If nuclear really is as expensive as you say, then what you or I think about it will be moot. You won’t have to ban it — nobody will supply it because they won’t be competitive. If PV works out as being economically viable, lots of it will be taken up and I will party just as hard as anyone about that result.
It’s pretty simple really.
In the meantime though this doesn’t solve the problem of what to do with future energy demand. No conceivable combination of efficiency measures can generate enough power to render fossil energy redundant. Finding ways to generate the right mix of energy supply at acceptable cost is essential. And dealing with 13%, if you could still leaves the other 87% (less hydro) to deal with.
Fran @149: “No conceivable combination of efficiency measures can generate enough power to render fossil energy redundant.”
Good job you don’t work in science, or science funding, with your eyes fastened firmly on the rear view mirror.
You are also confusing “efficiency” with “generating power”.

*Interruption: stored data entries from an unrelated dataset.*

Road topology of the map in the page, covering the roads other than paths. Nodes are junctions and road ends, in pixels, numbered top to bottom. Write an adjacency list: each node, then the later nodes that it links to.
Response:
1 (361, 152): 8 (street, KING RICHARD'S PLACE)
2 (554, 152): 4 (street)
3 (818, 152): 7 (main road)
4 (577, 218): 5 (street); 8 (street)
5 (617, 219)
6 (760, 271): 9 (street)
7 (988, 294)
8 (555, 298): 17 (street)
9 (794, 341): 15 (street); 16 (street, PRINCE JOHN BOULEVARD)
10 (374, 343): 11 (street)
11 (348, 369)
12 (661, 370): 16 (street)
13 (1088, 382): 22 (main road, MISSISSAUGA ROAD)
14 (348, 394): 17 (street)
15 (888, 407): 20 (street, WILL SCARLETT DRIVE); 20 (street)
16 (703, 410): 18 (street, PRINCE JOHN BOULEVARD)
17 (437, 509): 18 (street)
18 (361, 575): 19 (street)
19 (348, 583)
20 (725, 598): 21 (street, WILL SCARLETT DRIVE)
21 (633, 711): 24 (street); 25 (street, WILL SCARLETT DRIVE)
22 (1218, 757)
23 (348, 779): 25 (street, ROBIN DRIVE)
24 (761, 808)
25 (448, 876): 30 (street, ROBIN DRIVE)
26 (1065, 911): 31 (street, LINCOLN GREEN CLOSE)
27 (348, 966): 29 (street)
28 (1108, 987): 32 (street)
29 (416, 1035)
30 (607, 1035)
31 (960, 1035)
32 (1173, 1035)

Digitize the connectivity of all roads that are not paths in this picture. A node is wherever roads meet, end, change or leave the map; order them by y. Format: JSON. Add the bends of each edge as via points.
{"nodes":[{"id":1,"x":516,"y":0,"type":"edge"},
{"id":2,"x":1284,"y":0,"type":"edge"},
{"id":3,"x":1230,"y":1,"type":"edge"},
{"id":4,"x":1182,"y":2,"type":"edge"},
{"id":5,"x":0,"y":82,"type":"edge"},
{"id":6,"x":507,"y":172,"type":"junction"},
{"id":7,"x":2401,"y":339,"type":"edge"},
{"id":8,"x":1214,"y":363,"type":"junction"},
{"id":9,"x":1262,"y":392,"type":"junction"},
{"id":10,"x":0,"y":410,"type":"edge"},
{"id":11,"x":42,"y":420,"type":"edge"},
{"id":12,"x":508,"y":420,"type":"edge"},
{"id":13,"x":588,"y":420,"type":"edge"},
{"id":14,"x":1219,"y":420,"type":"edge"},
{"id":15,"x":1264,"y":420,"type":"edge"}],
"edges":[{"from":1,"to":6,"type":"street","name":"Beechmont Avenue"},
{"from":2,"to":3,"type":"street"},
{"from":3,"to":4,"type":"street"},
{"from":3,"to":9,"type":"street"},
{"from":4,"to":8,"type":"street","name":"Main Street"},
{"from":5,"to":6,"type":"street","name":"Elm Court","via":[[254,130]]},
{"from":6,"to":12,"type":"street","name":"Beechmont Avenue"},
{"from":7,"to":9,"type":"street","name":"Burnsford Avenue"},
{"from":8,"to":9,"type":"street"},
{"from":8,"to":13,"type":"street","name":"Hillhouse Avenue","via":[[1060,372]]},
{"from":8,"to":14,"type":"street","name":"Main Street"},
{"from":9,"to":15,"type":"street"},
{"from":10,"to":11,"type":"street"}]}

You also made a total dog’s breakfast of both your assumptions AND maths on solar power.
You willfully misrepresent the data at every turn.
Give up Fran, your arguments are full of holes.
Elise said:
Hmmm … the pot calls the kettle black. You are the one who thinks greater efficiency can meet longterm energy demand. At best, it can defer the day when we need to install new capacity, or lower our per capita demand, but it can’t deliver any new capacity and unless we retire some fossil capacity as a consequence then our output will be the same.
Hardly. You refuse to stand behind your claims. If you really believed nuclear could not be viable, you’d favour internalising energy externalities, abolishing MRET and allowing nuclear to compete on a level playing field.
That you don’t shows that you are merely engaging in wishful thinking which you yourself don’t believe.